In that article, we discussed and highlighted how more bonds than ever in the history of corporate credit markets rest one step away from losing their investment-grade credit status.

Furthermore, as shared in the article and shown below, there is evidence that many of those companies are not even worthy of the BBB rating, having debt ratios that are incompatible with investment-grade categories. That too is troubling.

A second and often overlooked factor in evaluating risk is the price risk embedded in these bonds. In the fixed income markets, interest rate risk is typically assessed with a calculation called duration. Similar to beta in stocks, duration allows an investor to estimate how a change in interest rates will affect the price of the bond. Simply, if interest rates were to rise by 100 basis points (1.00%), duration allows us to quantify the effect on the price of a bond. How much money would be lost? That, after all, is what defines risk.

Currently, duration risk in the corporate credit market is higher than at any time in at least the last 30 years. At a duration of 8.05 years on average for the investment-grade bond market, an interest rate increase of 1.00% would coincide with the price of a bond with a duration of 8.05 to fall by 8.05%. In that case a par priced bond (price of 100) would drop to 91.95.

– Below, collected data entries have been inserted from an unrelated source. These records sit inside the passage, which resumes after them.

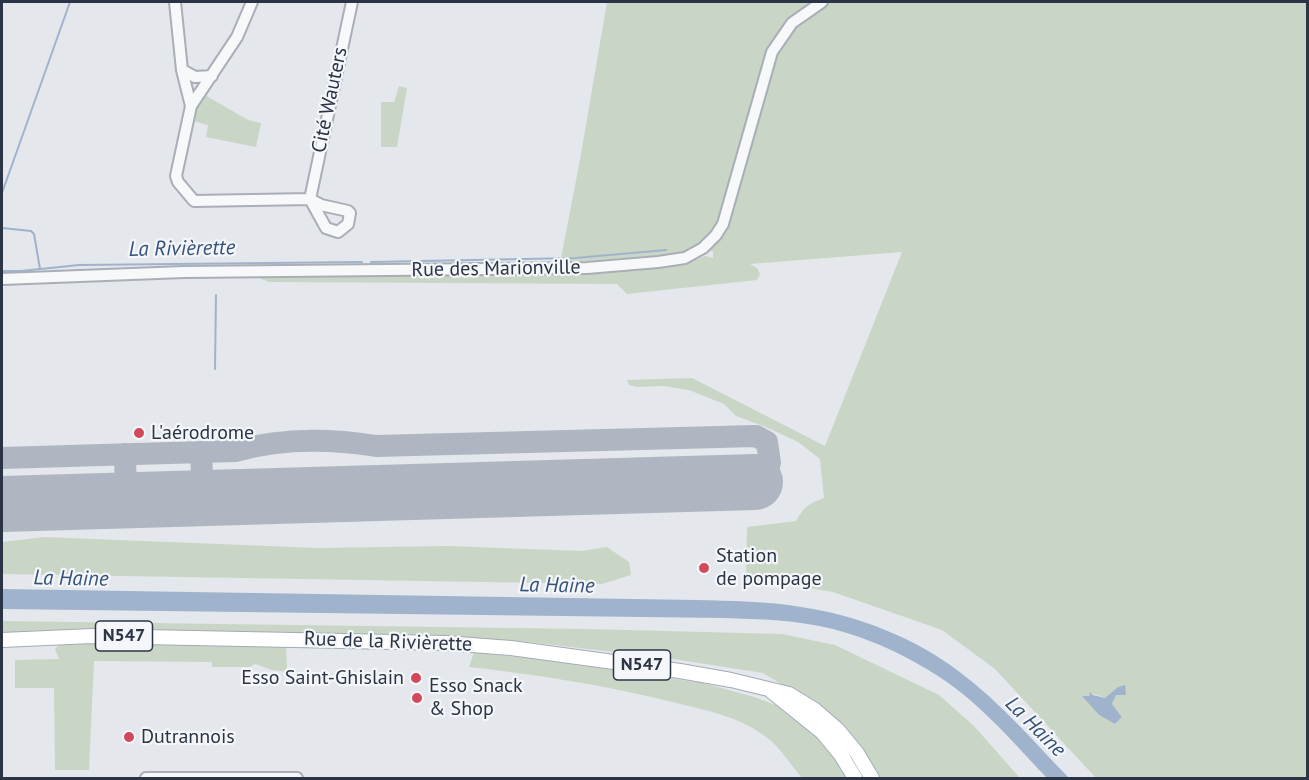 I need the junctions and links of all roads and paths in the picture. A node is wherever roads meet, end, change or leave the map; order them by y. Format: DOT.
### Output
graph roads {
  1 [pos="176,2"];
  2 [pos="252,2"];
  3 [pos="352,2"];
  4 [pos="822,2"];
  5 [pos="182,70"];
  6 [pos="212,76"];
  7 [pos="191,106"];
  8 [pos="2,279"];
  9 [pos="2,640"];
  10 [pos="771,691"];
  11 [pos="146,778"];
  12 [pos="297,778"];
  13 [pos="855,778"];
  14 [pos="872,778"];
  1 -- 5 [label="street, Cité Wauters"];
  2 -- 6 [label="street"];
  3 -- 7 [label="street, Cité Wauters"];
  4 -- 8 [label="street, Rue des Marionville"];
  5 -- 6 [label="street"];
  5 -- 7 [label="street, Cité Wauters"];
  6 -- 7 [label="street"];
  9 -- 10 [label="main road, Rue de la Rivièrette / N547"];
  10 -- 13 [label="main road, N547"];
  10 -- 14 [label="main road, N547"];
  11 -- 12 [label="street"];
}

Yield Per Unit of Duration

Those two metrics, yield and duration, bring us to an important measure of value and a tool to compare different fixed income securities and classes. Combining the two measures and calculating yield per unit of duration, offers unique insight. Specifically, the calculation measures how much yield an investor receives (return) relative to the amount of duration (risk). This ratio is similar to the Sharpe Ratio for stocks but forward-looking, not backward-looking.

In the case of the aggregate investment-grade corporate bond market as described above, dividing 2.55% yield by the 8.05 duration produces a ratio of 0.317. Put another way, an investor is receiving 31.7 basis points of yield for each unit of duration risk. That is pretty skinny.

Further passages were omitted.